What you will do: Wherever the word "Bazullah" occurs in the lines below, copy the whole line.

Stored data:
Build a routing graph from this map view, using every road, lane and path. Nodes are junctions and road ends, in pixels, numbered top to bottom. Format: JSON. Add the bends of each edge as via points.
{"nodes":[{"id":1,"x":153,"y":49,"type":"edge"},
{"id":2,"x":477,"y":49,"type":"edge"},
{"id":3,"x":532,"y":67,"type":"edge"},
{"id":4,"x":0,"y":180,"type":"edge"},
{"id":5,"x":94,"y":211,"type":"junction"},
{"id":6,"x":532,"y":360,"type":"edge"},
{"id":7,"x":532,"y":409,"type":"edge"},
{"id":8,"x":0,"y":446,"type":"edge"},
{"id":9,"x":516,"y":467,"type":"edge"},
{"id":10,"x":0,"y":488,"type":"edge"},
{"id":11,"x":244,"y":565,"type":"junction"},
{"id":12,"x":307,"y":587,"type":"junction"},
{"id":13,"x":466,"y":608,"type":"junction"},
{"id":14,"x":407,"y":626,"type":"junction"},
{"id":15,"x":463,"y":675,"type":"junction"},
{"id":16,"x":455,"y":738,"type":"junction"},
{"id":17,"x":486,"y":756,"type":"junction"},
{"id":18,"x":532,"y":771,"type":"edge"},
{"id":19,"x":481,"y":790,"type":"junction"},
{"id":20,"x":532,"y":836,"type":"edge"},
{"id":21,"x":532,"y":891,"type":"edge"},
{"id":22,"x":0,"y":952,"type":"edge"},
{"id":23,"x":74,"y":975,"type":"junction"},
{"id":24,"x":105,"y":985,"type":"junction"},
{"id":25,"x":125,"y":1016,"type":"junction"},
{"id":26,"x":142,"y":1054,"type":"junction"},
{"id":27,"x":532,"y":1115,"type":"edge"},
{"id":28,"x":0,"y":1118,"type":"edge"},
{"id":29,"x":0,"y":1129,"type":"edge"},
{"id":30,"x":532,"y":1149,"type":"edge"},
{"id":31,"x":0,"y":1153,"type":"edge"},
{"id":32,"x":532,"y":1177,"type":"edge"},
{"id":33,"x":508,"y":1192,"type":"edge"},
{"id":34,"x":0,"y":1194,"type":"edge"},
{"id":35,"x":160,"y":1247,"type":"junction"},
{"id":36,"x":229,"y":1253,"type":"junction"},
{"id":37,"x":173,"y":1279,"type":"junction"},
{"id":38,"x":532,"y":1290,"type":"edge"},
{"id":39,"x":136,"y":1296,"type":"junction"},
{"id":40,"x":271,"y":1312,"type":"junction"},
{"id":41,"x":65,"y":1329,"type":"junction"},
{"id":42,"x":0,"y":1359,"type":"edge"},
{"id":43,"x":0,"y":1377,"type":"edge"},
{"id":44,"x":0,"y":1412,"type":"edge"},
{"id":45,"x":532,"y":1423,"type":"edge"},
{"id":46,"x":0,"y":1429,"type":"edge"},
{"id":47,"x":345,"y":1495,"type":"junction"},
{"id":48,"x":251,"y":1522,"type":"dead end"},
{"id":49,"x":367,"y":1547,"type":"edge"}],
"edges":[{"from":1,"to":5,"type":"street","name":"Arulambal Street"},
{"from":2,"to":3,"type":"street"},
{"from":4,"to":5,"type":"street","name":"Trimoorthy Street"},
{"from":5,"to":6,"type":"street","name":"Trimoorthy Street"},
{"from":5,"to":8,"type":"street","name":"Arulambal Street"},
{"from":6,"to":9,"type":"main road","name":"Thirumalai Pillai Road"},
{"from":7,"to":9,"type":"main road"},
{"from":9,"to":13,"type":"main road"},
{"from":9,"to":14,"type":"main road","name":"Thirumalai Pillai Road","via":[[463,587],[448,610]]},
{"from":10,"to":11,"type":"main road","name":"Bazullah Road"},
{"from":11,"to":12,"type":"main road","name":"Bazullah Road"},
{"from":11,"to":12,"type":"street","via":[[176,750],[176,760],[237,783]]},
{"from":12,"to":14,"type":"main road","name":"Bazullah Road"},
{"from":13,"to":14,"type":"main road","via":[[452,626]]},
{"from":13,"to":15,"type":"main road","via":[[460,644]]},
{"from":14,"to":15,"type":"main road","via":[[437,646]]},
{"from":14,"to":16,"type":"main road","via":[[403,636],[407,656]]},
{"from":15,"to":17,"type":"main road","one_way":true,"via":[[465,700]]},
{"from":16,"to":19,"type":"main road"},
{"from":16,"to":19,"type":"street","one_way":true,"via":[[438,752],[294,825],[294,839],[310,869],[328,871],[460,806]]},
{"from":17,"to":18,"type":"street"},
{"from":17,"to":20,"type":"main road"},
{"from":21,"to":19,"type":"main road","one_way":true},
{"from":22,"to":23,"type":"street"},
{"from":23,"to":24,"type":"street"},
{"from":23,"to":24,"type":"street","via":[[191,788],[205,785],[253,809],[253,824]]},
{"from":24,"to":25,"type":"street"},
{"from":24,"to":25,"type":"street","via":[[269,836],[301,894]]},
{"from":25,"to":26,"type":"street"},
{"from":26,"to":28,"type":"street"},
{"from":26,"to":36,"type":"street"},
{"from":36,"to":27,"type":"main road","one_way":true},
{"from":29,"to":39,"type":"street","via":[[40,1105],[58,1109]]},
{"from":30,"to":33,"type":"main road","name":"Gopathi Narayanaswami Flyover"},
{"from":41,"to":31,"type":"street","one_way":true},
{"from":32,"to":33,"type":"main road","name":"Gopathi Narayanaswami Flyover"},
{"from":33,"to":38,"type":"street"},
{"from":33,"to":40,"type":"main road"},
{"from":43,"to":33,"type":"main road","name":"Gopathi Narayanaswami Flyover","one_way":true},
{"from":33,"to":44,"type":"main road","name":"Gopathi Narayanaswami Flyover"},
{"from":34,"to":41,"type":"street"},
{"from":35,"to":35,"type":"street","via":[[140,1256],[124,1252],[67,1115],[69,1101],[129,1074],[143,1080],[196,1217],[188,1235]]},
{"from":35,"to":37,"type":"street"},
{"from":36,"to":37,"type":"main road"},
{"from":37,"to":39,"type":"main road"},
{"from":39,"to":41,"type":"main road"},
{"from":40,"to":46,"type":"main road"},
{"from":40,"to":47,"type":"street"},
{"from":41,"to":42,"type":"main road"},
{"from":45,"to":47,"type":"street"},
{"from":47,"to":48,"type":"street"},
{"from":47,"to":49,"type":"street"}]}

Response to the task:
{"from":10,"to":11,"type":"main road","name":"Bazullah Road"},
{"from":11,"to":12,"type":"main road","name":"Bazullah Road"},
{"from":12,"to":14,"type":"main road","name":"Bazullah Road"},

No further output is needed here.